Augsburger Allgemeine (Land West)
Die wundersame Kraft der Kräuter
Brauchtum An Mariä Himmelfahrt spielen die Pflanzen eine besondere Rolle. Sie sollen vor Blitzschlag und Unwetter schützen
Landkreis Augsburg
Mariä Himmelfahrt, das Fest der Aufnahme Mariens in den Himmel, das am 15. August gefeiert wird, ist das höchste und wohl auch das älteste Marienfest in Bayern. Verbunden mit dem kirchlichen Fest ist an diesem Tag seit jeher der Brauch der Kräuterweihe, der seit dem 10. Jahrhundert nachgewiesen werden kann. Am 15. August bringen die Gläubigen Kräuterbüschel, im Volksmund „Weihsung“oder „Weihbuschel“genannt, zur Kirche, um sie dort segnen zu lassen.

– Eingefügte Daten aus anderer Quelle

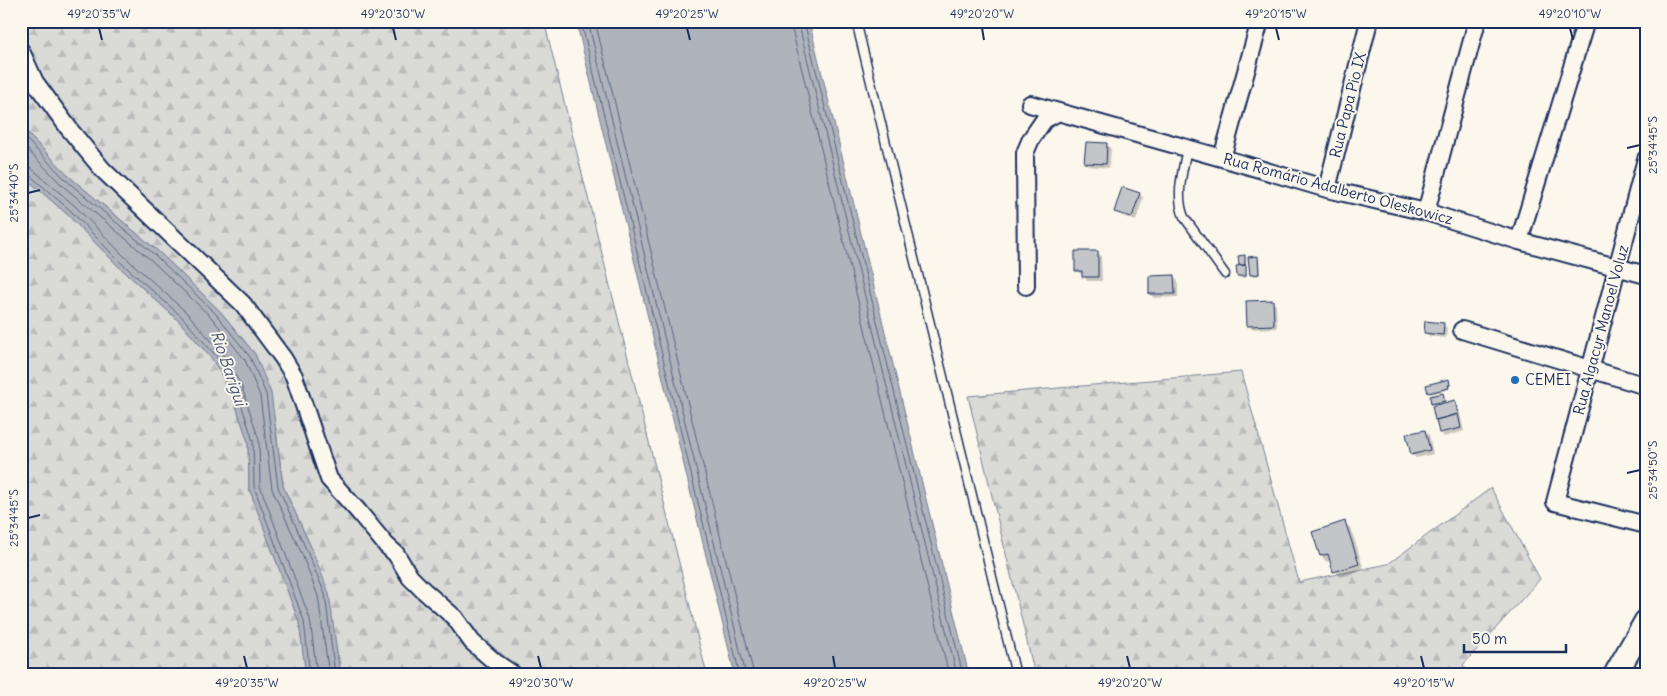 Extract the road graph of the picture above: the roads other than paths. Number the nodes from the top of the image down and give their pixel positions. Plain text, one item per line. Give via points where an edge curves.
1 (856, 21) edge
2 (1260, 21) edge
3 (1369, 21) edge
4 (1477, 21) edge
5 (1586, 21) edge
6 (21, 51) edge
7 (1030, 104) dead end
8 (1060, 112) junction
9 (1187, 148) junction
10 (1222, 158) junction
11 (1646, 159) edge
12 (1327, 189) junction
13 (1426, 212) junction
14 (1519, 241) junction
15 (1618, 268) junction
16 (1225, 274) dead end
17 (1646, 276) edge
18 (1026, 286) dead end
19 (1462, 330) dead end
20 (1590, 369) junction
21 (1646, 386) edge
22 (1646, 525) edge
23 (1646, 621) edge
24 (514, 675) edge
25 (1016, 675) edge
26 (1615, 675) edge

1 - 25 lane
2 - 10 street
3 - 12 street, Rua Papa Pio IX
4 - 13 street
5 - 14 street
6 - 24 street via 35,82 104,170 243,304 283,358 294,376 329,479 396,554 410,577 455,618 472,642
7 - 8 street, Rua Romário Adalberto Oleskowicz
8 - 9 street, Rua Romário Adalberto Oleskowicz
8 - 18 street via 1044,120 1025,154
9 - 10 street, Rua Romário Adalberto Oleskowicz
9 - 16 lane via 1179,192 1180,208
10 - 12 street, Rua Romário Adalberto Oleskowicz
11 - 15 street, Rua Algacyr Manoel Voluz
12 - 13 street, Rua Romário Adalberto Oleskowicz
13 - 14 street, Rua Romário Adalberto Oleskowicz
14 - 15 street, Rua Romário Adalberto Oleskowicz
15 - 17 street, Rua Romário Adalberto Oleskowicz
15 - 20 street, Rua Algacyr Manoel Voluz
19 - 20 street
20 - 21 street
20 - 22 street, Rua Algacyr Manoel Voluz via 1555,502
23 - 26 main road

Ein Brauch, der schon viele hundert Jahre alt ist, wie Volkskundeprofessor Dr. Walter Pötzl, ehemaliger Kreisheimatpfleger im Landkreis Augsburg, weiß. Die Zusammensetzung dieser oft kunstvoll gestalteten Sträuße, so Pötzl, variierte von Landstrich zu Landstrich, entsprechend der regionalen Vegetation. Die einzelnen Bestandteile holte man schon am Vorabend des Marienfestes zusammen. Die Buschen entwickelten sich im Laufe der Zeit zu wahren „Statussymbolen“für die Höfe, sie konnten gar nicht groß und üppig genug sein. Meist ragen aus der Mitte des Kräuterbüschels die gelbleuchtende Wetter- oder Königskerze oder der samtbraune Rohrkolben des Schilfgrases heraus. Diese sind umgeben von den reifen Ähren des Getreides sowie von allerlei Nutz- und Heilkräutern.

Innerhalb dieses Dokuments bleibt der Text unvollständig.